==== PROVIDED INFORMATION

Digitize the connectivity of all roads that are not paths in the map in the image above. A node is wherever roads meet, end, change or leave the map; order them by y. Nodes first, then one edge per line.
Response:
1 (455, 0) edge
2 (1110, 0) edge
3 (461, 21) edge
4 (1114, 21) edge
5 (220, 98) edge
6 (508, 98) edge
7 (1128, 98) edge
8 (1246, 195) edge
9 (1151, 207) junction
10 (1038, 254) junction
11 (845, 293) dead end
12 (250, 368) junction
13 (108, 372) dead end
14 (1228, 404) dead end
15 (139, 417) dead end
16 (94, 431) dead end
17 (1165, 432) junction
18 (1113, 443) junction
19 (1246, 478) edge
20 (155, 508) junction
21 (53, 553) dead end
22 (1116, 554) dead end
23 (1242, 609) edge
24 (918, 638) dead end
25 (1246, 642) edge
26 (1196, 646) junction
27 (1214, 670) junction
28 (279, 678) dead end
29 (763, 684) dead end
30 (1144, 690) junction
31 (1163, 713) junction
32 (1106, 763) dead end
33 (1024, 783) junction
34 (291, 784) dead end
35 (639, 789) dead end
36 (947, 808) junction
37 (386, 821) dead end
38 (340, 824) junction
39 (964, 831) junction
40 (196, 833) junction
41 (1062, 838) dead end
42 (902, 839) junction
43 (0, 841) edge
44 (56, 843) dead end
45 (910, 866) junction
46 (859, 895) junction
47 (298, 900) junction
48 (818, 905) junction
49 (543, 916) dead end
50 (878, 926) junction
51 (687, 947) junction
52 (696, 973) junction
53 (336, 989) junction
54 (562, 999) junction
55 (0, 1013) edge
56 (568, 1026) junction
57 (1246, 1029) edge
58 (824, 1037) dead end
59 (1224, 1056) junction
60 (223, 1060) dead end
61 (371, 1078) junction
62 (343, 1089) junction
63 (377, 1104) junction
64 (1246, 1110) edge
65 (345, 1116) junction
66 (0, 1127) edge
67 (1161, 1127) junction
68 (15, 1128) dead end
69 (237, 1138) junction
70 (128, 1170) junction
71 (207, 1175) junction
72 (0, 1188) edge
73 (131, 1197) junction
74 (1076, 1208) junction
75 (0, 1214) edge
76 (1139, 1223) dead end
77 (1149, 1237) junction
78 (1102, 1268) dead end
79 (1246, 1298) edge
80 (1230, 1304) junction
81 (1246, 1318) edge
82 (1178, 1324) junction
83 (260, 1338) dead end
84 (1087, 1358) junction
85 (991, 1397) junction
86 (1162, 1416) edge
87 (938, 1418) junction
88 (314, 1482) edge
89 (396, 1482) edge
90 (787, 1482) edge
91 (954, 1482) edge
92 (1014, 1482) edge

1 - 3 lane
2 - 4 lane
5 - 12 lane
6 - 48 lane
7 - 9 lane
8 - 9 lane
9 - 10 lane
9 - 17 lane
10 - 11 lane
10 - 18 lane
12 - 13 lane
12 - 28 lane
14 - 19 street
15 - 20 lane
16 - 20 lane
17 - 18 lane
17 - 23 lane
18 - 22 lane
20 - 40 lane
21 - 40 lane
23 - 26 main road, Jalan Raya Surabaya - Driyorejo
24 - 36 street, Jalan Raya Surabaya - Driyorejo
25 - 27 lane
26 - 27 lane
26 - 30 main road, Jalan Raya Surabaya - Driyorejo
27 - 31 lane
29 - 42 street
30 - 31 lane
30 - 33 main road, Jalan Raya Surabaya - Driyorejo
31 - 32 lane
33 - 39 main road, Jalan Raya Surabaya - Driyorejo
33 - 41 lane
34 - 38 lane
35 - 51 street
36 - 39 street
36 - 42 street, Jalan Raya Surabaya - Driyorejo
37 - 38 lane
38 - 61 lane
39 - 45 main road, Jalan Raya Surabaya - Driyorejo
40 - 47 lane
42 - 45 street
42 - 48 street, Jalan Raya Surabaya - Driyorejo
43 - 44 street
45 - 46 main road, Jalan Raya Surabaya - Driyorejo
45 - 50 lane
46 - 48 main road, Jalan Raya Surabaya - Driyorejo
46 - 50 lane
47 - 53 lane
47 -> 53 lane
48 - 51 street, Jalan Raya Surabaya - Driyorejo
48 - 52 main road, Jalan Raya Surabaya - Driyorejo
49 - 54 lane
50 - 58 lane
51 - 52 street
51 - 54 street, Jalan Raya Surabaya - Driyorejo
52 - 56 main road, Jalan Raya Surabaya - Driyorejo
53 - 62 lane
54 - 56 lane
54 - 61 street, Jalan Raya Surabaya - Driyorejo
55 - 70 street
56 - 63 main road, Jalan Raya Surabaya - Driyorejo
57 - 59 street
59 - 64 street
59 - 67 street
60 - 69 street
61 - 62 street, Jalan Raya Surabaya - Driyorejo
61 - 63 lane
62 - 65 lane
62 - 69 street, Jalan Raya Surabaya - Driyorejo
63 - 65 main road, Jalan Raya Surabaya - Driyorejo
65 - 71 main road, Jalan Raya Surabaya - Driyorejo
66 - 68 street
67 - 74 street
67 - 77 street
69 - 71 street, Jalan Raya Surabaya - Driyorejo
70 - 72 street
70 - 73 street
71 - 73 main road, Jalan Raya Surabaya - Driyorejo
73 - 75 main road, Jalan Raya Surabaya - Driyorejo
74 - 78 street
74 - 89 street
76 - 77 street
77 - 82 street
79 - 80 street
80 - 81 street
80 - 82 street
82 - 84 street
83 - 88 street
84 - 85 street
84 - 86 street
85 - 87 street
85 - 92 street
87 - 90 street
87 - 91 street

========

All the records above need to be set down again exactly as they were given.

Digitize the connectivity of all roads that are not paths in the map in the image above. A node is wherever roads meet, end, change or leave the map; order them by y. Nodes first, then one edge per line.
Response:
1 (455, 0) edge
2 (1110, 0) edge
3 (461, 21) edge
4 (1114, 21) edge
5 (220, 98) edge
6 (508, 98) edge
7 (1128, 98) edge
8 (1246, 195) edge
9 (1151, 207) junction
10 (1038, 254) junction
11 (845, 293) dead end
12 (250, 368) junction
13 (108, 372) dead end
14 (1228, 404) dead end
15 (139, 417) dead end
16 (94, 431) dead end
17 (1165, 432) junction
18 (1113, 443) junction
19 (1246, 478) edge
20 (155, 508) junction
21 (53, 553) dead end
22 (1116, 554) dead end
23 (1242, 609) edge
24 (918, 638) dead end
25 (1246, 642) edge
26 (1196, 646) junction
27 (1214, 670) junction
28 (279, 678) dead end
29 (763, 684) dead end
30 (1144, 690) junction
31 (1163, 713) junction
32 (1106, 763) dead end
33 (1024, 783) junction
34 (291, 784) dead end
35 (639, 789) dead end
36 (947, 808) junction
37 (386, 821) dead end
38 (340, 824) junction
39 (964, 831) junction
40 (196, 833) junction
41 (1062, 838) dead end
42 (902, 839) junction
43 (0, 841) edge
44 (56, 843) dead end
45 (910, 866) junction
46 (859, 895) junction
47 (298, 900) junction
48 (818, 905) junction
49 (543, 916) dead end
50 (878, 926) junction
51 (687, 947) junction
52 (696, 973) junction
53 (336, 989) junction
54 (562, 999) junction
55 (0, 1013) edge
56 (568, 1026) junction
57 (1246, 1029) edge
58 (824, 1037) dead end
59 (1224, 1056) junction
60 (223, 1060) dead end
61 (371, 1078) junction
62 (343, 1089) junction
63 (377, 1104) junction
64 (1246, 1110) edge
65 (345, 1116) junction
66 (0, 1127) edge
67 (1161, 1127) junction
68 (15, 1128) dead end
69 (237, 1138) junction
70 (128, 1170) junction
71 (207, 1175) junction
72 (0, 1188) edge
73 (131, 1197) junction
74 (1076, 1208) junction
75 (0, 1214) edge
76 (1139, 1223) dead end
77 (1149, 1237) junction
78 (1102, 1268) dead end
79 (1246, 1298) edge
80 (1230, 1304) junction
81 (1246, 1318) edge
82 (1178, 1324) junction
83 (260, 1338) dead end
84 (1087, 1358) junction
85 (991, 1397) junction
86 (1162, 1416) edge
87 (938, 1418) junction
88 (314, 1482) edge
89 (396, 1482) edge
90 (787, 1482) edge
91 (954, 1482) edge
92 (1014, 1482) edge

1 - 3 lane
2 - 4 lane
5 - 12 lane
6 - 48 lane
7 - 9 lane
8 - 9 lane
9 - 10 lane
9 - 17 lane
10 - 11 lane
10 - 18 lane
12 - 13 lane
12 - 28 lane
14 - 19 street
15 - 20 lane
16 - 20 lane
17 - 18 lane
17 - 23 lane
18 - 22 lane
20 - 40 lane
21 - 40 lane
23 - 26 main road, Jalan Raya Surabaya - Driyorejo
24 - 36 street, Jalan Raya Surabaya - Driyorejo
25 - 27 lane
26 - 27 lane
26 - 30 main road, Jalan Raya Surabaya - Driyorejo
27 - 31 lane
29 - 42 street
30 - 31 lane
30 - 33 main road, Jalan Raya Surabaya - Driyorejo
31 - 32 lane
33 - 39 main road, Jalan Raya Surabaya - Driyorejo
33 - 41 lane
34 - 38 lane
35 - 51 street
36 - 39 street
36 - 42 street, Jalan Raya Surabaya - Driyorejo
37 - 38 lane
38 - 61 lane
39 - 45 main road, Jalan Raya Surabaya - Driyorejo
40 - 47 lane
42 - 45 street
42 - 48 street, Jalan Raya Surabaya - Driyorejo
43 - 44 street
45 - 46 main road, Jalan Raya Surabaya - Driyorejo
45 - 50 lane
46 - 48 main road, Jalan Raya Surabaya - Driyorejo
46 - 50 lane
47 - 53 lane
47 -> 53 lane
48 - 51 street, Jalan Raya Surabaya - Driyorejo
48 - 52 main road, Jalan Raya Surabaya - Driyorejo
49 - 54 lane
50 - 58 lane
51 - 52 street
51 - 54 street, Jalan Raya Surabaya - Driyorejo
52 - 56 main road, Jalan Raya Surabaya - Driyorejo
53 - 62 lane
54 - 56 lane
54 - 61 street, Jalan Raya Surabaya - Driyorejo
55 - 70 street
56 - 63 main road, Jalan Raya Surabaya - Driyorejo
57 - 59 street
59 - 64 street
59 - 67 street
60 - 69 street
61 - 62 street, Jalan Raya Surabaya - Driyorejo
61 - 63 lane
62 - 65 lane
62 - 69 street, Jalan Raya Surabaya - Driyorejo
63 - 65 main road, Jalan Raya Surabaya - Driyorejo
65 - 71 main road, Jalan Raya Surabaya - Driyorejo
66 - 68 street
67 - 74 street
67 - 77 street
69 - 71 street, Jalan Raya Surabaya - Driyorejo
70 - 72 street
70 - 73 street
71 - 73 main road, Jalan Raya Surabaya - Driyorejo
73 - 75 main road, Jalan Raya Surabaya - Driyorejo
74 - 78 street
74 - 89 street
76 - 77 street
77 - 82 street
79 - 80 street
80 - 81 street
80 - 82 street
82 - 84 street
83 - 88 street
84 - 85 street
84 - 86 street
85 - 87 street
85 - 92 street
87 - 90 street
87 - 91 street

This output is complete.